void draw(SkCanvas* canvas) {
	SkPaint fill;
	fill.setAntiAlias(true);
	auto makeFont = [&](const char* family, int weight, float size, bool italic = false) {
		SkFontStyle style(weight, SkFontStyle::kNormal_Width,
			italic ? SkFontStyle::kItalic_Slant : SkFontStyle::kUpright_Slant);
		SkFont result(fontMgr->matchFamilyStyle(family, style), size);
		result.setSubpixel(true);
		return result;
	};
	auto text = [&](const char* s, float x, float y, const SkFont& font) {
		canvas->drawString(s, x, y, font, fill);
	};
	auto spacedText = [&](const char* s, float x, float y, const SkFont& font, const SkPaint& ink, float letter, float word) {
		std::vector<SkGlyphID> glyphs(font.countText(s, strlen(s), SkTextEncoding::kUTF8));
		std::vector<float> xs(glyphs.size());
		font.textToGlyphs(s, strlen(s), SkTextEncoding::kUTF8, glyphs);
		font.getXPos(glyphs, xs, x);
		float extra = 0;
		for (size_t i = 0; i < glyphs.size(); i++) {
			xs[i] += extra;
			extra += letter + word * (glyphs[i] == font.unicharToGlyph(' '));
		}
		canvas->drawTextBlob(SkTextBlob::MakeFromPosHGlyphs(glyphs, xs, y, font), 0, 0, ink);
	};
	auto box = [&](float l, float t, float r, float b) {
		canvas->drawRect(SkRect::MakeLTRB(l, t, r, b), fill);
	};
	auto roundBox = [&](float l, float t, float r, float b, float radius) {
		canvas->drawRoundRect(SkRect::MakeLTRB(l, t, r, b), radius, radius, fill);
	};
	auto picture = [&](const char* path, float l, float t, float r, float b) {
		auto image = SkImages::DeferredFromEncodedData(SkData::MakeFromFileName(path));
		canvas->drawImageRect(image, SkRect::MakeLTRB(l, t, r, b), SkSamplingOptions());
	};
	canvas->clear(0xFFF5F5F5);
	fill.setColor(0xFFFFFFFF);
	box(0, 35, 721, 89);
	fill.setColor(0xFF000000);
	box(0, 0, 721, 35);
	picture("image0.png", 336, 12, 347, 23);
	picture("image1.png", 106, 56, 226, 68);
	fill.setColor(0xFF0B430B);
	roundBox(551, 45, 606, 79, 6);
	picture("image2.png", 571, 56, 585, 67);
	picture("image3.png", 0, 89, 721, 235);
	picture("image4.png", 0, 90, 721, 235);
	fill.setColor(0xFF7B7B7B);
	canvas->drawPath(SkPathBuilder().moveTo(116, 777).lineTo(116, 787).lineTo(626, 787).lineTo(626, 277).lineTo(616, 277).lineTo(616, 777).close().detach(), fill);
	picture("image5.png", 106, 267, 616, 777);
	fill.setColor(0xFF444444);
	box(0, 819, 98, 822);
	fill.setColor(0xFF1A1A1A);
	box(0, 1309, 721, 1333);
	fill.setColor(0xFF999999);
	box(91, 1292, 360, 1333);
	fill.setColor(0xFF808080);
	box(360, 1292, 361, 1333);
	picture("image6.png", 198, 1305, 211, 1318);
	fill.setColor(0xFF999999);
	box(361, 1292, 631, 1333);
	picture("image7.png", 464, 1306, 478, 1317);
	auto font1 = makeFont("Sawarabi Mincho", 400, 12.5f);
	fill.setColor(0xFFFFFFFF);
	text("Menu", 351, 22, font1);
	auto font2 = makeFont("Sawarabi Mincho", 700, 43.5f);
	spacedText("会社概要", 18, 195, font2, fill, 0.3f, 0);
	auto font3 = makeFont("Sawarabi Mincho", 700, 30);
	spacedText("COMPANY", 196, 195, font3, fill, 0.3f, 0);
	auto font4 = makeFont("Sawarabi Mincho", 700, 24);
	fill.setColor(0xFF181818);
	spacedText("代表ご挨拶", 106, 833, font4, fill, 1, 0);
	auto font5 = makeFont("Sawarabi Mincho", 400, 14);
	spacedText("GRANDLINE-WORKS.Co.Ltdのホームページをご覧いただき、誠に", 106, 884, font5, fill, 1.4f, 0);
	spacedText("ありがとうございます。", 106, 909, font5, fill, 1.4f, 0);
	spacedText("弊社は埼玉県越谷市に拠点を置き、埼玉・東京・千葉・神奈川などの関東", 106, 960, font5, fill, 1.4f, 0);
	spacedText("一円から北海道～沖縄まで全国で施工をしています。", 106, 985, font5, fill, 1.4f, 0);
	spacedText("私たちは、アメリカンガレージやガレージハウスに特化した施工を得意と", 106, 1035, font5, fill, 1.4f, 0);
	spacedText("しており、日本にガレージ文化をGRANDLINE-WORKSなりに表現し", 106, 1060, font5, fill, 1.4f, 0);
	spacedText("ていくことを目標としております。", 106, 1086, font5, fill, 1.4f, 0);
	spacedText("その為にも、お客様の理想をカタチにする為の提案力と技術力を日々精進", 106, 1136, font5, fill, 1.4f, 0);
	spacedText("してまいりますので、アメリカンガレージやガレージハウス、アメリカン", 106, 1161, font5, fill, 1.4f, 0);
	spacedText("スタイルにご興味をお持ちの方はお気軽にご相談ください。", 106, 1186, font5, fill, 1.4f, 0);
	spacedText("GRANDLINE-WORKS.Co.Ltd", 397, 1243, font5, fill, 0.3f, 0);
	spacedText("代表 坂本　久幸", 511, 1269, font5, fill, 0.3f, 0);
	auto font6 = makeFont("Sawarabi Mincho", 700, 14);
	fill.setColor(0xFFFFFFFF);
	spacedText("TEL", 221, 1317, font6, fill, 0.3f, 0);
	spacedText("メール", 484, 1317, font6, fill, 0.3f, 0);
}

EXERCISE GOAL.
Starting from the top of the records and ending at the line that contains "auto spacedText = [&](const", repeat each line exactly and return only those lines.

SOLUTION TO THE EXERCISE.
void draw(SkCanvas* canvas) {
	SkPaint fill;
	fill.setAntiAlias(true);
	auto makeFont = [&](const char* family, int weight, float size, bool italic = false) {
		SkFontStyle style(weight, SkFontStyle::kNormal_Width,
			italic ? SkFontStyle::kItalic_Slant : SkFontStyle::kUpright_Slant);
		SkFont result(fontMgr->matchFamilyStyle(family, style), size);
		result.setSubpixel(true);
		return result;
	};
	auto text = [&](const char* s, float x, float y, const SkFont& font) {
		canvas->drawString(s, x, y, font, fill);
	};
	auto spacedText = [&](const char* s, float x, float y, const SkFont& font, const SkPaint& ink, float letter, float word) {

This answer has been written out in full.